SEM-type GC tumors show high stemness, resulting in a high degree of cellular heterogeneity within the tumors. Due to this intratumoral heterogeneity, it is important to evaluate the performance of anticancer drugs at single-cell resolutions, aiming to target cells that are the primary drivers of tumor aggressiveness. Here, we conducted single-nucleus RNA sequencing with and without CQ treatment. CQ treatment successfully targeted stemness-high cell clusters with high self-renewal capabilities, higher metastatic potential, and resistance to chemotherapy. These findings suggest that CQ is a promising therapeutic regimen for targeting chemoresistant SEM-type GC cells.
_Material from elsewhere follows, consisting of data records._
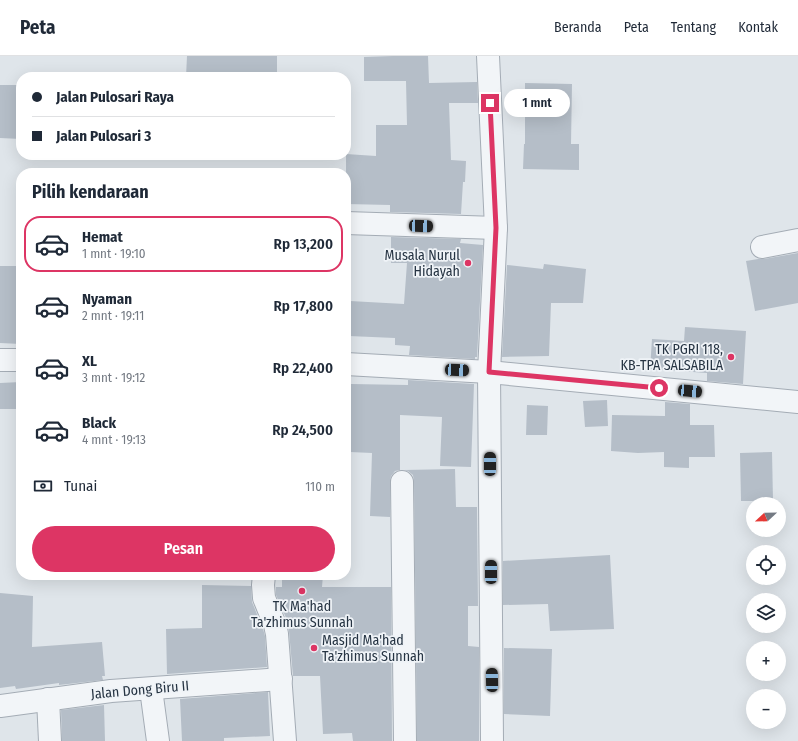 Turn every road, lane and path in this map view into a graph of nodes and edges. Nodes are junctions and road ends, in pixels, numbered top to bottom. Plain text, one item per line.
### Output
1 (488, 56) edge
2 (351, 223) edge
3 (496, 228) junction
4 (798, 240) edge
5 (762, 247) dead end
6 (0, 360) edge
7 (16, 360) edge
8 (351, 364) edge
9 (489, 372) junction
10 (798, 402) edge
11 (402, 482) dead end
12 (263, 580) edge
13 (281, 679) junction
14 (152, 689) junction
15 (48, 699) junction
16 (0, 706) edge
17 (50, 741) edge
18 (158, 741) edge
19 (286, 741) edge
20 (405, 741) edge
21 (492, 741) edge

1 - 3 street
2 - 3 street
3 - 9 street
4 - 5 street
6 - 7 street
8 - 9 street
9 - 10 street
9 - 21 street
11 - 20 street
12 - 13 street
13 - 14 street, Jalan Dong Biru II
13 - 19 street
14 - 15 street, Jalan Dong Biru II
14 - 18 street
15 - 16 street, Jalan Dong Biru II
15 - 17 street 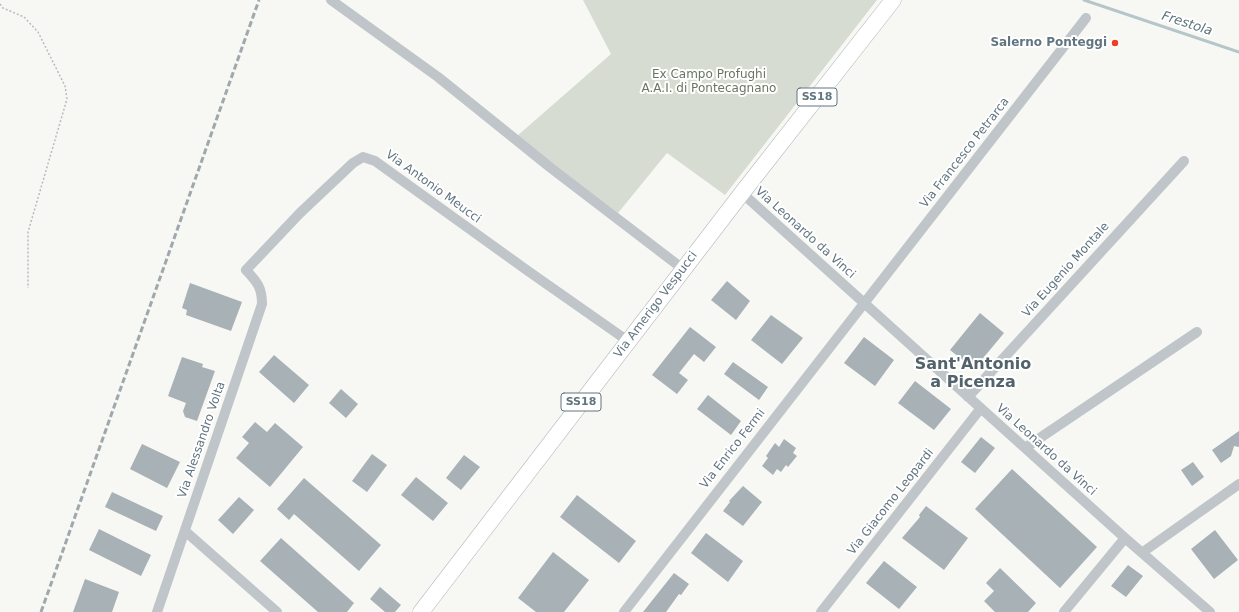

In conclusion, we demonstrated that CAV1 serves as a biomarker for SEM-type GC and that CAV1-mediated endocytosis plays a critical role in the uptake of extracellular proteins as a nutrient. Extracellular protein is an essential energy source for SEM-type GC cells, making CQ a potential anticancer drug for chemoresistant GC patients. We found that CQ greatly reduced the tumor burden in vivo and had an antiproliferative effect on patient-derived organoids from SEM-type GC tumors. Our study suggests that CQ, whose safety has already been proven, will be a therapeutic alternative for chemoresistant SEM-type GC patients.